▶ _WORK TO BE COMPLETED_
Below are some records; state how many of their lines contain the word "Толеубаева", and add nothing.

▶ _Source records_
□ □ □ □ □
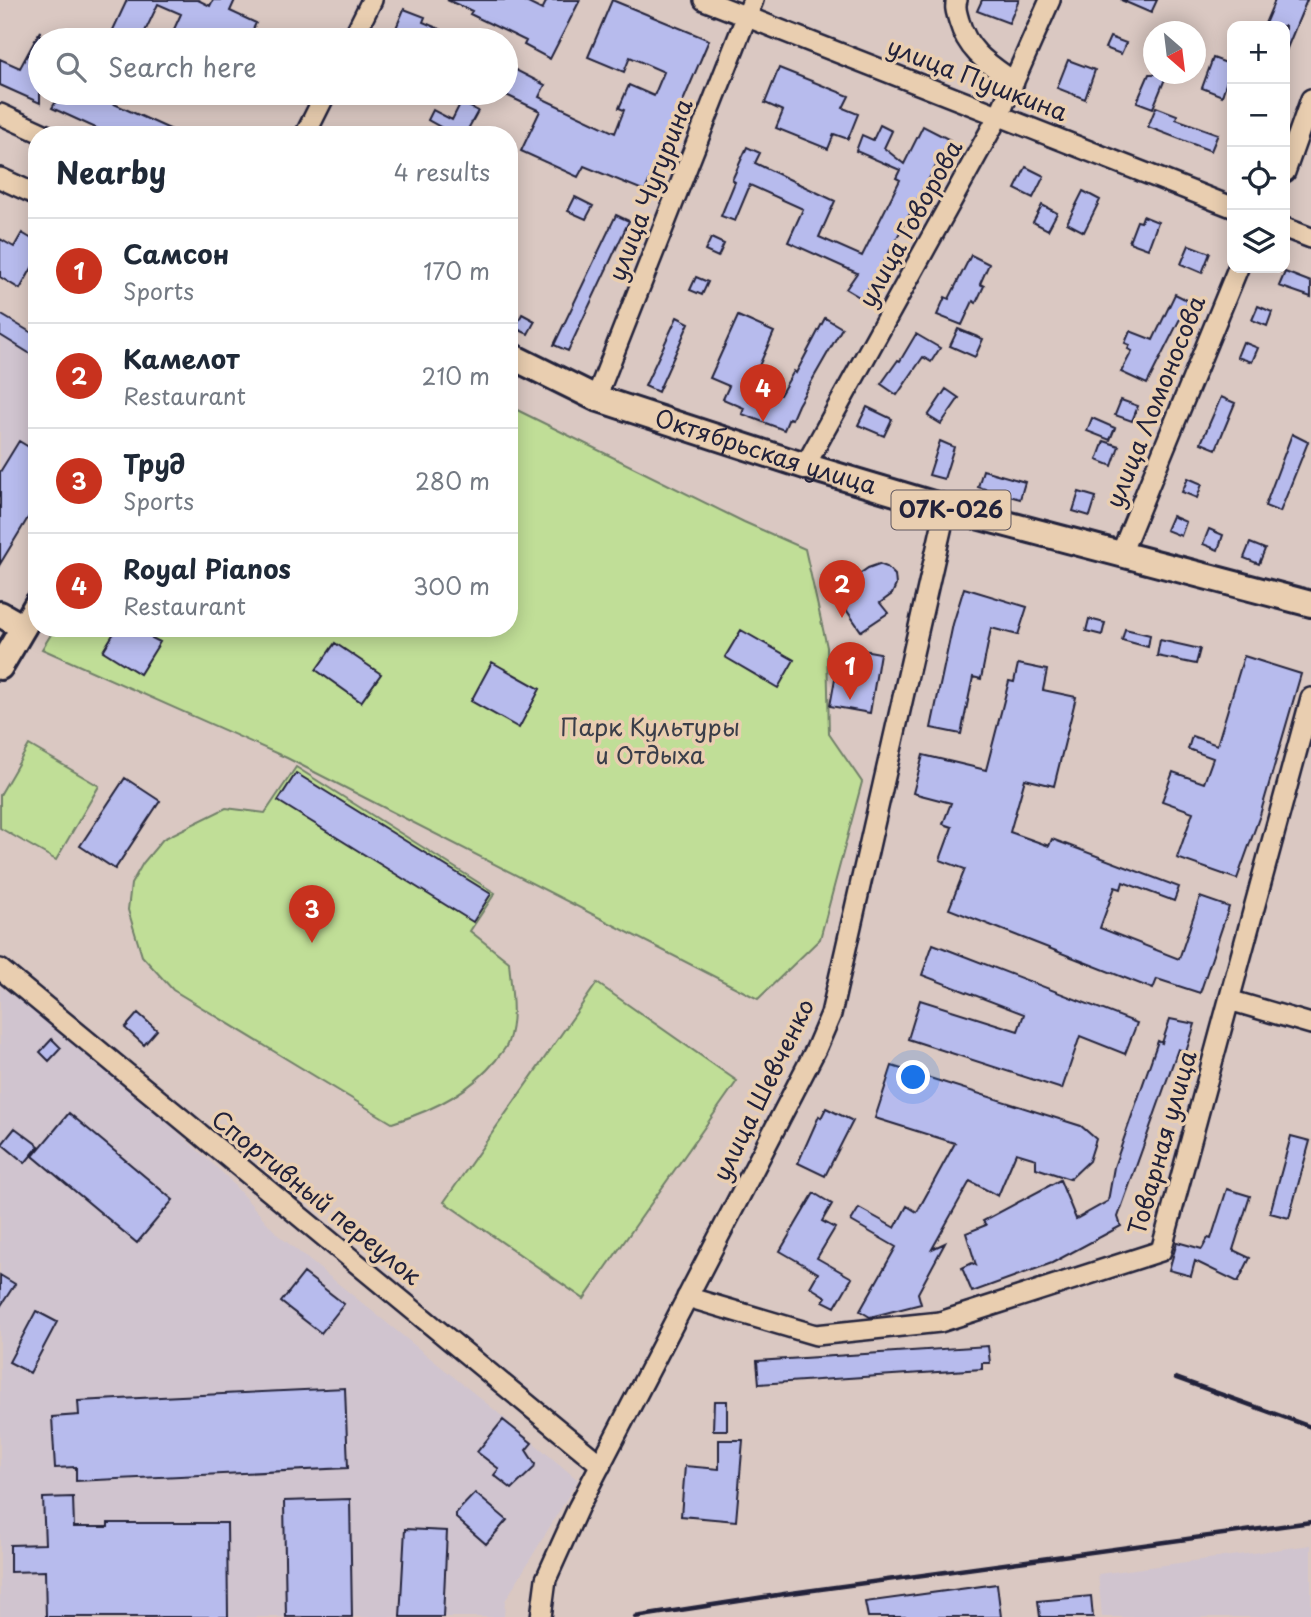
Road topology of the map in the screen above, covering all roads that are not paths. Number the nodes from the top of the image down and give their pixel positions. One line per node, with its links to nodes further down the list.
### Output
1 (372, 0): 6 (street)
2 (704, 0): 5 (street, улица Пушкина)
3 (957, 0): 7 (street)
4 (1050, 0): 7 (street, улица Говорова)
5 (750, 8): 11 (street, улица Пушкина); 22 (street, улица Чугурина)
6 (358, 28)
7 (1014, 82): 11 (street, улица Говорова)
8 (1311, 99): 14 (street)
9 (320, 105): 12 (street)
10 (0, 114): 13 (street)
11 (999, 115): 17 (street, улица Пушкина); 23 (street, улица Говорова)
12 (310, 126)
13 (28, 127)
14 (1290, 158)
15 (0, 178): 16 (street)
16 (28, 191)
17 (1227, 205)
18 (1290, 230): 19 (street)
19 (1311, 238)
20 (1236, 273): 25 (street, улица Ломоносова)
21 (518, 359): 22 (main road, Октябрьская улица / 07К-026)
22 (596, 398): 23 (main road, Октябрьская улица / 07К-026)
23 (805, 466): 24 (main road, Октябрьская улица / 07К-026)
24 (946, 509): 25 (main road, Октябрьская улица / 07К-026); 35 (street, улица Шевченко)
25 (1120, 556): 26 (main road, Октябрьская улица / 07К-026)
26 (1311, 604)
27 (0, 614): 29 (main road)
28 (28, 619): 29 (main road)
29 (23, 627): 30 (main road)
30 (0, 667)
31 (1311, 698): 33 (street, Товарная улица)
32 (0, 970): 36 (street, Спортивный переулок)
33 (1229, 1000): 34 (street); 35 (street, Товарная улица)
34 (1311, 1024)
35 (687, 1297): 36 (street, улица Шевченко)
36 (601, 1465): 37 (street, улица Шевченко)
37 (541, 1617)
□ □ □ □ □
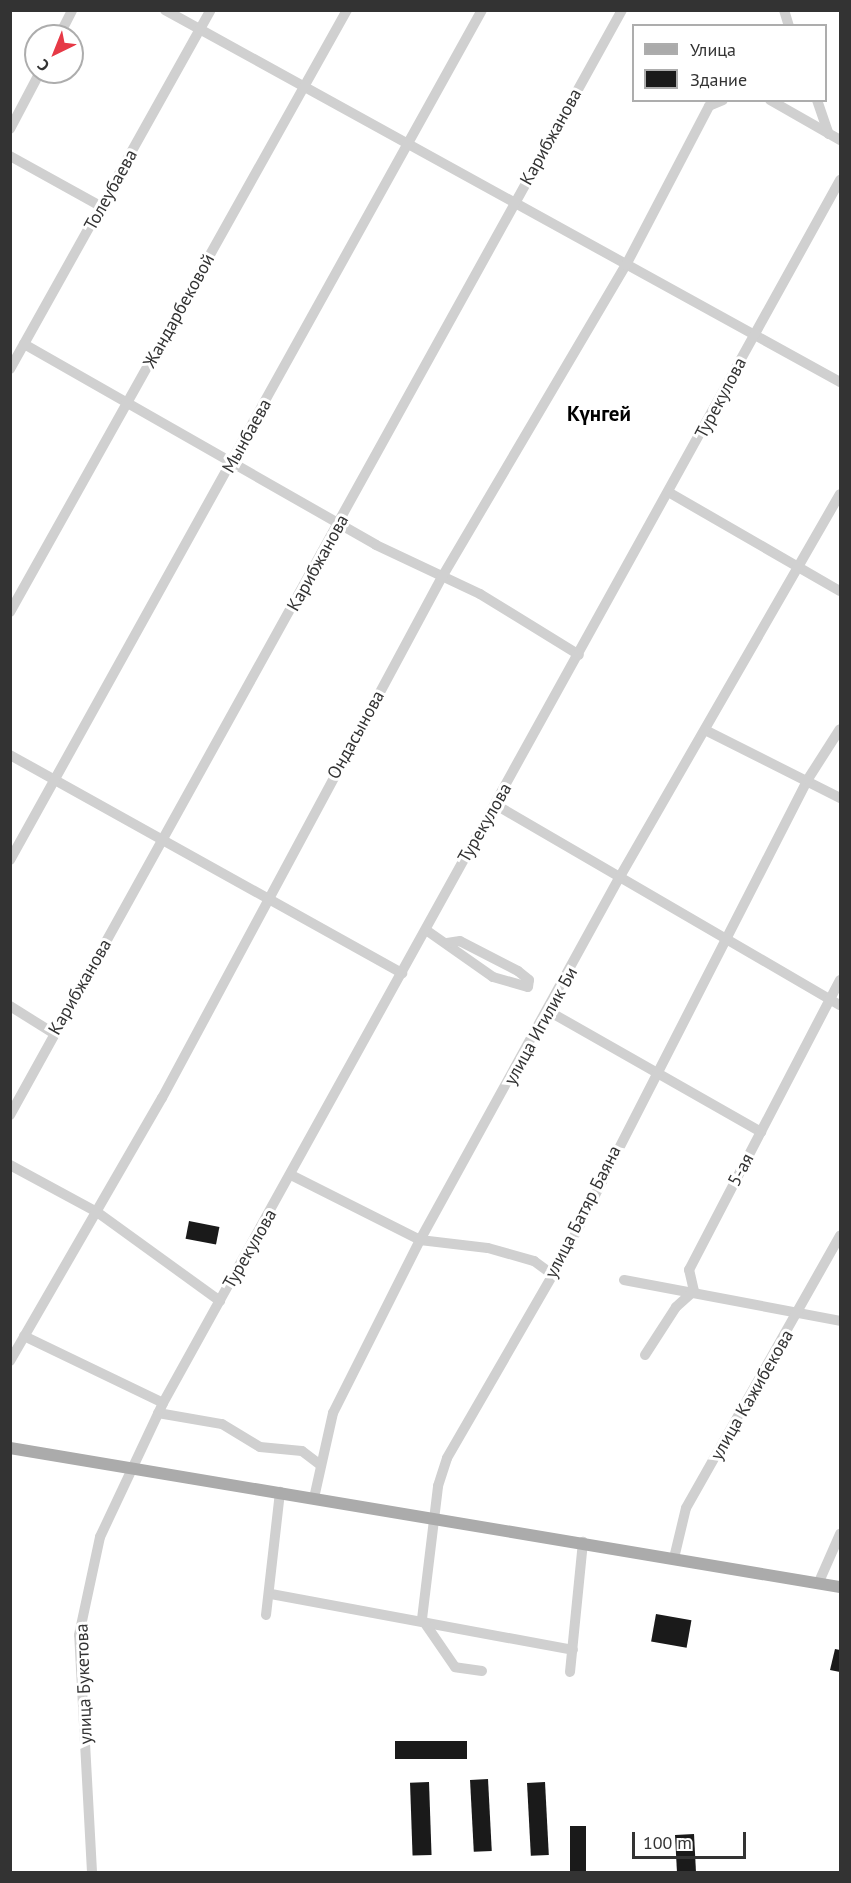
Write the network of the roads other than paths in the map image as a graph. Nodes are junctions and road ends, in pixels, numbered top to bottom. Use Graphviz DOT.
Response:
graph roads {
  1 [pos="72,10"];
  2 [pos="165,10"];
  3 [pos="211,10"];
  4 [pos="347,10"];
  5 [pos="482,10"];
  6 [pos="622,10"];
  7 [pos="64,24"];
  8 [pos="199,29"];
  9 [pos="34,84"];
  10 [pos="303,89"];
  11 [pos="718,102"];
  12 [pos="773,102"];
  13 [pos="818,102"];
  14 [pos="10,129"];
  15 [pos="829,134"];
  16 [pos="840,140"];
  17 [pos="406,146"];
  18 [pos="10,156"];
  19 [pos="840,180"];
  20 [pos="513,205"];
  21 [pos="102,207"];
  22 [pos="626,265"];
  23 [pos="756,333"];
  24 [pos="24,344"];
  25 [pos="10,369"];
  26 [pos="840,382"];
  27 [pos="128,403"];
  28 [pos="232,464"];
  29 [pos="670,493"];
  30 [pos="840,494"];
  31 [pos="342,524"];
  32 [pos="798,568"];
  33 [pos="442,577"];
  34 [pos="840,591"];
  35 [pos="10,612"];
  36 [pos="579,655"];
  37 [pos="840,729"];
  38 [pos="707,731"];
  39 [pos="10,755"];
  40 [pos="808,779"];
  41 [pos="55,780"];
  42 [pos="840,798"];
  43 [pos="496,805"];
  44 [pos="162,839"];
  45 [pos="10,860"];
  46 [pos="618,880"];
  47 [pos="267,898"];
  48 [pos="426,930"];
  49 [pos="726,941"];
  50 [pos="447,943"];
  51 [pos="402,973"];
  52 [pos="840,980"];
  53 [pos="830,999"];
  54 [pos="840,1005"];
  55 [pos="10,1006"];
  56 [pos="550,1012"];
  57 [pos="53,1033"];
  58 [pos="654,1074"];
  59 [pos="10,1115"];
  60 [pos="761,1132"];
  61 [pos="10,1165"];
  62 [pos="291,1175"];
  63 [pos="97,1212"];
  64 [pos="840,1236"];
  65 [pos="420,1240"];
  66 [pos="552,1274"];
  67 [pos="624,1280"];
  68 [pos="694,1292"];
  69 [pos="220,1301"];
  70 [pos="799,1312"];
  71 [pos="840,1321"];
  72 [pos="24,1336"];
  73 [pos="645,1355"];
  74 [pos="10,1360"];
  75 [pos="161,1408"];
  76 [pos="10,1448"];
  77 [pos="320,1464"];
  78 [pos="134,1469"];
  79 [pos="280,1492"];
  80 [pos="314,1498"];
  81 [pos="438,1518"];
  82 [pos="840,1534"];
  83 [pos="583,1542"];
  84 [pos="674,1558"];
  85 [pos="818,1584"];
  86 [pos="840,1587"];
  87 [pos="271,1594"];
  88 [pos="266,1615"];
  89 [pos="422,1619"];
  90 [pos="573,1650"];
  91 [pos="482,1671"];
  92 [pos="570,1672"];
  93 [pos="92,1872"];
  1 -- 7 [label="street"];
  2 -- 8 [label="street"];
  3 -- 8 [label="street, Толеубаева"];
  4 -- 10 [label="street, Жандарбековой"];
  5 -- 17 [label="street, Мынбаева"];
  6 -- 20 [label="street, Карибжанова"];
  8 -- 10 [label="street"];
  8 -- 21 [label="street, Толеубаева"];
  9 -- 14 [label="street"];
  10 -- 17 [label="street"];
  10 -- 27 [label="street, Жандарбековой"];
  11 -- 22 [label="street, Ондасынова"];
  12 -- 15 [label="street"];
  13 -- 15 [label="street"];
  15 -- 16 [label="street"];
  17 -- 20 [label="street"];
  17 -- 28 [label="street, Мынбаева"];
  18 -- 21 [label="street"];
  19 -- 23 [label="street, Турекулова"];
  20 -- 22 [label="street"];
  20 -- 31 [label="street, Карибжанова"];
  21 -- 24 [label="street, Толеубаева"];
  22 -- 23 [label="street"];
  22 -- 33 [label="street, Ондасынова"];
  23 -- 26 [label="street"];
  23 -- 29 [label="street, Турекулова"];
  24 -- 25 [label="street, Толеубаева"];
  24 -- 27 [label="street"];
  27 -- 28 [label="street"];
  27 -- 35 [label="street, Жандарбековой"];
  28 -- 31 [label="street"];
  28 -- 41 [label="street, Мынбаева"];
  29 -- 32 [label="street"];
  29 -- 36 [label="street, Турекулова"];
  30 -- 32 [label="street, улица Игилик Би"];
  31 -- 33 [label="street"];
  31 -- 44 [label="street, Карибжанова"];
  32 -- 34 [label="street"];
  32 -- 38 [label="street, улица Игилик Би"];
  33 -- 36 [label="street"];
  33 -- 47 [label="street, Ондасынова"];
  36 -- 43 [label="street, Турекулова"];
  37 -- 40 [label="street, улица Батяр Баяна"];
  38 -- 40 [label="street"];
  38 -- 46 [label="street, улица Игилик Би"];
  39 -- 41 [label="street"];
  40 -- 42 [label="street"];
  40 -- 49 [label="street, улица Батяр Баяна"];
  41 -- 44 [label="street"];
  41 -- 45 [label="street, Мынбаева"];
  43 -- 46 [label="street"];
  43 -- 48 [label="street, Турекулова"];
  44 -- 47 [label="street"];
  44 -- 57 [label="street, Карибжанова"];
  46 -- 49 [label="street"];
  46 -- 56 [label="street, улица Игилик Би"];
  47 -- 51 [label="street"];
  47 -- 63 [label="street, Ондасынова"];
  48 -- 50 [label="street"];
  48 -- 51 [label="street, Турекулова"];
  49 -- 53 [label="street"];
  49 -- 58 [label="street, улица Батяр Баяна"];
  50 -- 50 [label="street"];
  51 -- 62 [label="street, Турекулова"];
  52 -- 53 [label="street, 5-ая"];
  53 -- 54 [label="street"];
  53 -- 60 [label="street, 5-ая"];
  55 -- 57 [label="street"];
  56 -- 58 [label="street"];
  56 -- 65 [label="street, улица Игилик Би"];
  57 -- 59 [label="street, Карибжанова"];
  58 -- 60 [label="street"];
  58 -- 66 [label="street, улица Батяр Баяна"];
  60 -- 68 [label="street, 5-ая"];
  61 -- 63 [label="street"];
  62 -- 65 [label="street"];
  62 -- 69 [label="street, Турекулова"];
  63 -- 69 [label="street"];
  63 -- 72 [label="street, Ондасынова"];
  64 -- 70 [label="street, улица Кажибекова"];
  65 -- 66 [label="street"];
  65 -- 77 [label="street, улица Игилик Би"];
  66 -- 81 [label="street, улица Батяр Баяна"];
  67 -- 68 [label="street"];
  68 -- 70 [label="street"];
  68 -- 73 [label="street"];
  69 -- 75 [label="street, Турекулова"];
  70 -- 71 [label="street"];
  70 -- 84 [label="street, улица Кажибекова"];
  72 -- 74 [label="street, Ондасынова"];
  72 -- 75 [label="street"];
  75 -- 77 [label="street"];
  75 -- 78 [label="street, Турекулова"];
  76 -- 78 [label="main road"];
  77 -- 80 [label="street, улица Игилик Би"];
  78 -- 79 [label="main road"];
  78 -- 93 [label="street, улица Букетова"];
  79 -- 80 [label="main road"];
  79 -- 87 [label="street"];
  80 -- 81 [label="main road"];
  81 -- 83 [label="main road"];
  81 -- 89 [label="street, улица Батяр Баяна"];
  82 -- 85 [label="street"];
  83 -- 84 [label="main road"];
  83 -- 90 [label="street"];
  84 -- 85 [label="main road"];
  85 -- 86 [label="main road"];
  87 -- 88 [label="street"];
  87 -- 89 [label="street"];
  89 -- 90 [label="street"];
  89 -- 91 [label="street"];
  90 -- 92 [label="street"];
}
□ □ □ □ □
▶ _RESPONSE AREA_
4